Las familias mexicanas destinan entre siete y 10 % de sus ingresos totales en la compra de estos productos, según la Encuesta Ingreso-Gasto del Instituto Nacional de Estadística, Geografía e Informática (INEGI). Además, cada persona consume en promedio más de 150 litros de refresco al año, y es en los estados del centro y norte del país donde más se observa este fenómeno.

Diferencias en la salud

Cuando bebemos un agua de fruta estamos consumiendo agua, fruta y azúcar (de una a dos cucharaditas de azúcar por vaso). “Mientras que cuando bebemos un refresco, bebemos agua y nuestro consumo de azúcar se eleva a 5 cucharaditas por vaso; es decir, que quien bebe un litro de refresco al día está consumiendo 25 cucharaditas de azúcar (500 kilocalorías)”. 
Además de que un refresco no nos aporta ni las vitaminas ni la fibra que nos proporcionaría en el agua de frutas. En consecuencia, el refresco nos aporta gran cantidad de lo que coloquialmente se llama “kilocalorías vacías”, que es el término que popular para referirse a una gran cantidad de energía, proveniente de un alimento sin un aporte de nutrimentos como proteínas, vitaminas o minerales. 
Si una persona consume una dieta adecuada a sus necesidades energéticas, por ejemplo 2.500 Kcal./día; pero además de eso bebe un litro diario de refresco (500 Kcal. más) Esta mayor cantidad de energía hará que la persona aumente 1/2 kilo de grasa la primer semana, dos kilos de grasa en un mes y finalmente 24 kilos de grasa en una año!. 

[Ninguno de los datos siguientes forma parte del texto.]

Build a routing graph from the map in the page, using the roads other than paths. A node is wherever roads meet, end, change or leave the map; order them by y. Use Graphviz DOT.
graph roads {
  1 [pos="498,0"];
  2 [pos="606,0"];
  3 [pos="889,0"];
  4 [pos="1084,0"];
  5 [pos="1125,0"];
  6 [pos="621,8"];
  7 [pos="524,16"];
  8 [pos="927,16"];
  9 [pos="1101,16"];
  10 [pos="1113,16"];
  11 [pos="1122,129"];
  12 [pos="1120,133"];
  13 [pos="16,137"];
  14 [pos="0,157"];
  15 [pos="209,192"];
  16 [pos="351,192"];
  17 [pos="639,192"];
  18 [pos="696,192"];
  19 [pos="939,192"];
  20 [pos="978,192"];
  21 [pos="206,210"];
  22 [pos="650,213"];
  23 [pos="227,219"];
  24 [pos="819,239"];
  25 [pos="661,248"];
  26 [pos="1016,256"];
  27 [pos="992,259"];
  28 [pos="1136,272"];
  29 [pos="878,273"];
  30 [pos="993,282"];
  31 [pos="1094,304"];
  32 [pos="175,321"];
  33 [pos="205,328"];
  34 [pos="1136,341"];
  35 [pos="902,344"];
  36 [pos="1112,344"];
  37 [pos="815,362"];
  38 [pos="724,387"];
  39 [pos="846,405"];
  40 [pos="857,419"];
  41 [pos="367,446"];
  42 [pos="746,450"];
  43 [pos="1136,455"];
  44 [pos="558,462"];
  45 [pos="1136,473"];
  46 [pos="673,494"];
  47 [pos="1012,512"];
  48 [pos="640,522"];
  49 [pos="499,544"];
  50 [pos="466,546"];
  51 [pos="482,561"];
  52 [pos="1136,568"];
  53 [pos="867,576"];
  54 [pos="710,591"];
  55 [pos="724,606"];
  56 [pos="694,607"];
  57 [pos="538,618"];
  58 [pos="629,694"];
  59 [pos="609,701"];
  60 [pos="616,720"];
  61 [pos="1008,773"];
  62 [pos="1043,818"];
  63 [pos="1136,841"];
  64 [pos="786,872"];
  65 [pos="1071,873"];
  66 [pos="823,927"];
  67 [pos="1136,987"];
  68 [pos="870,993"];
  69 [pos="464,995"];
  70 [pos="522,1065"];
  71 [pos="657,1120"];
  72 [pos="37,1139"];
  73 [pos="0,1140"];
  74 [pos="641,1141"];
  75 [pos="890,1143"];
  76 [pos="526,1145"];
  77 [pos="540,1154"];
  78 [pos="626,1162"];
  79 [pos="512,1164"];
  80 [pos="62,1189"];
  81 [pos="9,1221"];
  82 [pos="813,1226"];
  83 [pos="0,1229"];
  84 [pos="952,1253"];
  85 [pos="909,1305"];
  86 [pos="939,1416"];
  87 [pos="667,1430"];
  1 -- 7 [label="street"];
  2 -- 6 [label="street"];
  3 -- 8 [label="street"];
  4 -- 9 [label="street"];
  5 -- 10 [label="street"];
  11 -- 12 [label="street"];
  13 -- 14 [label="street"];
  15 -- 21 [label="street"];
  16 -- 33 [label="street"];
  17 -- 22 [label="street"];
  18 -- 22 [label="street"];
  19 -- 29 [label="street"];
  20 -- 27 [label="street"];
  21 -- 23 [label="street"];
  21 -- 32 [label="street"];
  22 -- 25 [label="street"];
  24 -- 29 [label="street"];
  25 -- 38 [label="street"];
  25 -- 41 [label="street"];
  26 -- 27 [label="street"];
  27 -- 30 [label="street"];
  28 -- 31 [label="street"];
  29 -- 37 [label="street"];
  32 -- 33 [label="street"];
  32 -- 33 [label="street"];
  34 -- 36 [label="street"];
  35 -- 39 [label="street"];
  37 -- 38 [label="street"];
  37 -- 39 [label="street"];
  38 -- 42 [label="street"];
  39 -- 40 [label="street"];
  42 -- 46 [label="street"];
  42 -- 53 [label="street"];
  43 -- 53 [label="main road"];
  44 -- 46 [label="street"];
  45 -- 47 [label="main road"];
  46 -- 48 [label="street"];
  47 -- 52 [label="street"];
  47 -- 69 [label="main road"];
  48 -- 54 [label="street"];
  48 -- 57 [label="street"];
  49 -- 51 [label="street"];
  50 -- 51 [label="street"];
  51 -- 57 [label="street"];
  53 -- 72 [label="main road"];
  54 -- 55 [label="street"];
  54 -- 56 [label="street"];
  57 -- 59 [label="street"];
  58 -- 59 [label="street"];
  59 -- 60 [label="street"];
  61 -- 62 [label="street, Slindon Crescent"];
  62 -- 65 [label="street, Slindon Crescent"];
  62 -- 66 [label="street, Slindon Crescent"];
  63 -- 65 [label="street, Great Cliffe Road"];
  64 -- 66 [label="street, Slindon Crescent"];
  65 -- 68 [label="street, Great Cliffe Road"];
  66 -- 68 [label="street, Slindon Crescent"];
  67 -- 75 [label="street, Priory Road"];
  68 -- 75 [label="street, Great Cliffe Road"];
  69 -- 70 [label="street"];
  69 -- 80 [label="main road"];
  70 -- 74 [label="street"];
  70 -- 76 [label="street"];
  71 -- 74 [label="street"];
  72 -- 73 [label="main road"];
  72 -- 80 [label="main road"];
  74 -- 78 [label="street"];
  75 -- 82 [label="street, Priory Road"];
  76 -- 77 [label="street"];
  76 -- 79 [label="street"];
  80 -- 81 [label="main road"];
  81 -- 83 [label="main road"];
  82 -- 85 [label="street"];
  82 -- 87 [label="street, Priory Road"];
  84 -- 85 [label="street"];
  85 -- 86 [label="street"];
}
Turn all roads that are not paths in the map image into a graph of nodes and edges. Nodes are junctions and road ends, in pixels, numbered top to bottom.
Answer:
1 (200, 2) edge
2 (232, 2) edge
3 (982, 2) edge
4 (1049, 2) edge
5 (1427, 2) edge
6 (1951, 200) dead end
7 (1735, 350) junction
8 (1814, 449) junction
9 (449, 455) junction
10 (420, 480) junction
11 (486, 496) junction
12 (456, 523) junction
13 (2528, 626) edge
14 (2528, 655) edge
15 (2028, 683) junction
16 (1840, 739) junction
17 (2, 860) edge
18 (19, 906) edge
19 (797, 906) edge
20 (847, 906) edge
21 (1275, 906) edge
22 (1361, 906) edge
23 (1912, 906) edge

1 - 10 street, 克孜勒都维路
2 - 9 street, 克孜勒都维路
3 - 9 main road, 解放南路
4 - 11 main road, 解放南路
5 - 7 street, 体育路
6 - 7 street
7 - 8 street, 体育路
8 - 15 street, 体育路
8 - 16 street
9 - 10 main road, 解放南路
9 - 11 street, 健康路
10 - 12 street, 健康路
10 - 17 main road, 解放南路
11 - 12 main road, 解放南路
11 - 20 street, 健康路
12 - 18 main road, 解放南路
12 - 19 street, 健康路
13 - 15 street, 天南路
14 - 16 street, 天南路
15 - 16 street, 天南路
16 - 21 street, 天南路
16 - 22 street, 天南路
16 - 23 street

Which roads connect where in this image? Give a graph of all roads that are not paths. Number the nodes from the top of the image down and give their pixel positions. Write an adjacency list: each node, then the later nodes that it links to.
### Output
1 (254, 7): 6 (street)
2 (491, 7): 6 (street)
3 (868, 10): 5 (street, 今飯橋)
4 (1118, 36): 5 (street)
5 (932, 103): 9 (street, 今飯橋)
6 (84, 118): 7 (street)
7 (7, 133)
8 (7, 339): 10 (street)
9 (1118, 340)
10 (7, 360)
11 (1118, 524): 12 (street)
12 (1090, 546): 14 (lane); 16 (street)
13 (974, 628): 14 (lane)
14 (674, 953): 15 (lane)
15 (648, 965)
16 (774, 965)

En esta época donde la obesidad y las enfermedades crónicas degenerativas (como la diabetes, la ateroesclerosis y la hipertensión) están en auge en nuestra población, el exceso en el consumo de azúcar es uno de los factores de riesgo para sufrir dichas enfermedades, y por lo tanto, evitar el consumo de éstas bebidas es una muy buena opción para disminuir nuestro consumo de azúcar y de su consecuente exceso de energía (kilocalorías).

La recomendación del Instituto Nacional de la Nutrición es no consumir más de ocho cucharaditas de azúcar por día. Existe también la otra cara de la moneda, que se presenta principalmente tanto en los niños y adolescentes en crecimiento, como en las personas con delgadez extrema, que desean subir de peso. En estos casos, el consumo exagerado de refresco (un litro al día) puede contribuir a “engañar” al organismo para no tener hambre. 
Esto se debe a que uno de los tantos mecanismos que tiene nuestro organismo para sentir hambre, se da a través de la cantidad de glucosa que circula en sangre. 

Si la concentración sanguínea de glucosa desciende el cerebro (que se alimenta principalmente de glucosa) lo detecta y en consecuencia manda una orden al organismo diciendo que debe comer. Si una persona consume azúcar frecuentemente a lo largo del día o sustituye algunas comidas por dulces y refrescos, el cerebro no va a detectar que la persona necesita comer y por lo tanto no se alimentará, teniendo como consecuencia a la desnutrición. Esto puede ser muy grave, especialmente en los niños y los adolescentes pues una mala alimentación dañará tanto su crecimiento como su desarrollo. 
En conclusión es mucho más sano tomar agua de frutas que un refresco, los cuales pueden ser consumidos pero con moderación y jamás deberán sustituir a un alimento.

Conciencia y fomentar buenos hábitos

Es importante llevar a cabo una dieta balanceada que incluya todos los grupos de alimentos y reduzca sustancialmente el consumo de productos procesados, como los refrescos, además de recomendar hacer ejercicio por lo menos 30 minutos al día. 

Por ello, el Instituto Mexicano del Seguro Social realiza una valoración a sus derechohabientes a fin de establecer la mejor forma de alimentación y cuidados en general, como la ingesta de frutas, verduras, cereales, además de pescado y pollo, para evitar problemas de salud. 

Si la población no hace conciencia del daño que ahora se provoca, en poco tiempo las futuras generaciones, que crecen con los hábitos de vida y alimentación que se practican actualmente, presentarán enfermedades mórbidas a edades más tempranas y complicaciones que dañarán muy pronto su salud.